Stored items from a collection:
-=-=-

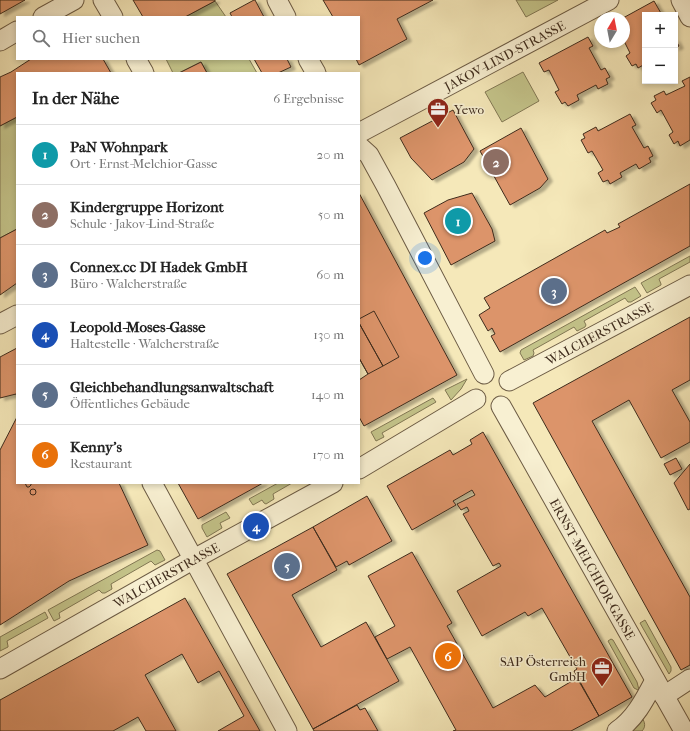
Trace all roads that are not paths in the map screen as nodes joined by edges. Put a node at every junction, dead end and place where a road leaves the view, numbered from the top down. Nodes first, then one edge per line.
1 (74, 0) edge
2 (103, 0) edge
3 (277, 0) edge
4 (609, 0) edge
5 (681, 0) edge
6 (45, 16) edge
7 (112, 16) edge
8 (285, 16) edge
9 (690, 16) edge
10 (16, 33) edge
11 (0, 41) edge
12 (137, 60) edge
13 (309, 60) edge
14 (143, 72) edge
15 (315, 72) edge
16 (360, 132) edge
17 (360, 147) edge
18 (690, 285) edge
19 (16, 316) edge
20 (0, 324) edge
21 (484, 374) junction
22 (509, 381) junction
23 (476, 399) junction
24 (501, 406) junction
25 (360, 466) edge
26 (153, 484) edge
27 (331, 484) edge
28 (194, 559) junction
29 (0, 668) edge
30 (690, 679) edge
31 (659, 688) junction
32 (287, 731) edge
33 (617, 731) edge
34 (684, 731) edge

1 - 6 street
2 - 7 street
3 - 8 street
4 - 16 street, JAKOV-LIND-STRASSE
5 - 9 street
10 - 11 street
12 - 14 street
13 - 15 street
17 - 21 street
18 - 22 street, WALCHERSTRASSE
19 - 20 street
21 - 22 street
21 - 23 street
22 - 24 street
23 - 24 street
23 - 25 street
24 - 31 street, ERNST-MELCHIOR-GASSE
26 - 28 street
27 - 28 street, WALCHERSTRASSE
28 - 29 street, WALCHERSTRASSE
28 - 32 street
30 - 31 street
31 - 33 street
31 - 34 street, ERNST-MELCHIOR-GASSE

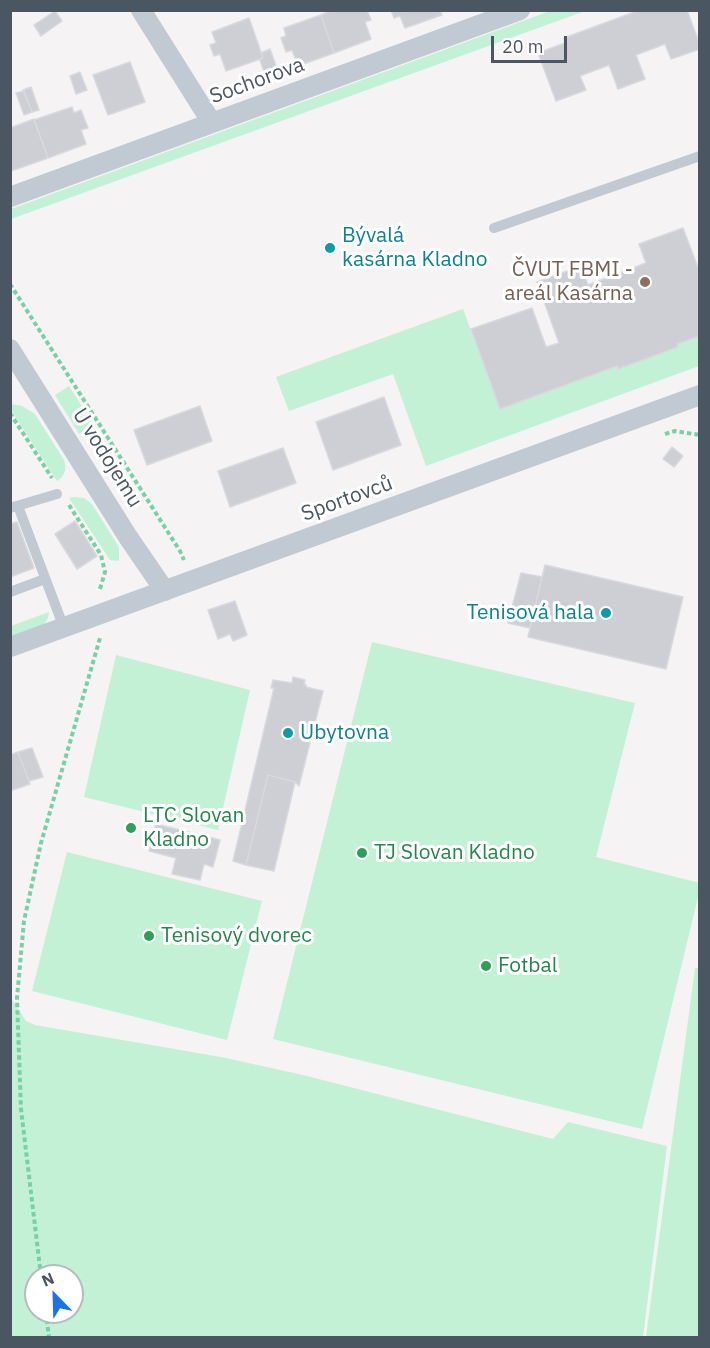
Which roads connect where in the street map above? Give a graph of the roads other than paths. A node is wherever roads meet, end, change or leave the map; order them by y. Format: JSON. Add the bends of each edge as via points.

-=-=-

PROBLEM DETAILS:
Print every line above once more, exactly. Omit the pictures.

COMPLETED EXERCISE:
Trace all roads that are not paths in the map screen as nodes joined by edges. Put a node at every junction, dead end and place where a road leaves the view, numbered from the top down. Nodes first, then one edge per line.
1 (74, 0) edge
2 (103, 0) edge
3 (277, 0) edge
4 (609, 0) edge
5 (681, 0) edge
6 (45, 16) edge
7 (112, 16) edge
8 (285, 16) edge
9 (690, 16) edge
10 (16, 33) edge
11 (0, 41) edge
12 (137, 60) edge
13 (309, 60) edge
14 (143, 72) edge
15 (315, 72) edge
16 (360, 132) edge
17 (360, 147) edge
18 (690, 285) edge
19 (16, 316) edge
20 (0, 324) edge
21 (484, 374) junction
22 (509, 381) junction
23 (476, 399) junction
24 (501, 406) junction
25 (360, 466) edge
26 (153, 484) edge
27 (331, 484) edge
28 (194, 559) junction
29 (0, 668) edge
30 (690, 679) edge
31 (659, 688) junction
32 (287, 731) edge
33 (617, 731) edge
34 (684, 731) edge

1 - 6 street
2 - 7 street
3 - 8 street
4 - 16 street, JAKOV-LIND-STRASSE
5 - 9 street
10 - 11 street
12 - 14 street
13 - 15 street
17 - 21 street
18 - 22 street, WALCHERSTRASSE
19 - 20 street
21 - 22 street
21 - 23 street
22 - 24 street
23 - 24 street
23 - 25 street
24 - 31 street, ERNST-MELCHIOR-GASSE
26 - 28 street
27 - 28 street, WALCHERSTRASSE
28 - 29 street, WALCHERSTRASSE
28 - 32 street
30 - 31 street
31 - 33 street
31 - 34 street, ERNST-MELCHIOR-GASSE

Which roads connect where in the street map above? Give a graph of the roads other than paths. A node is wherever roads meet, end, change or leave the map; order them by y. Format: JSON. Add the bends of each edge as via points.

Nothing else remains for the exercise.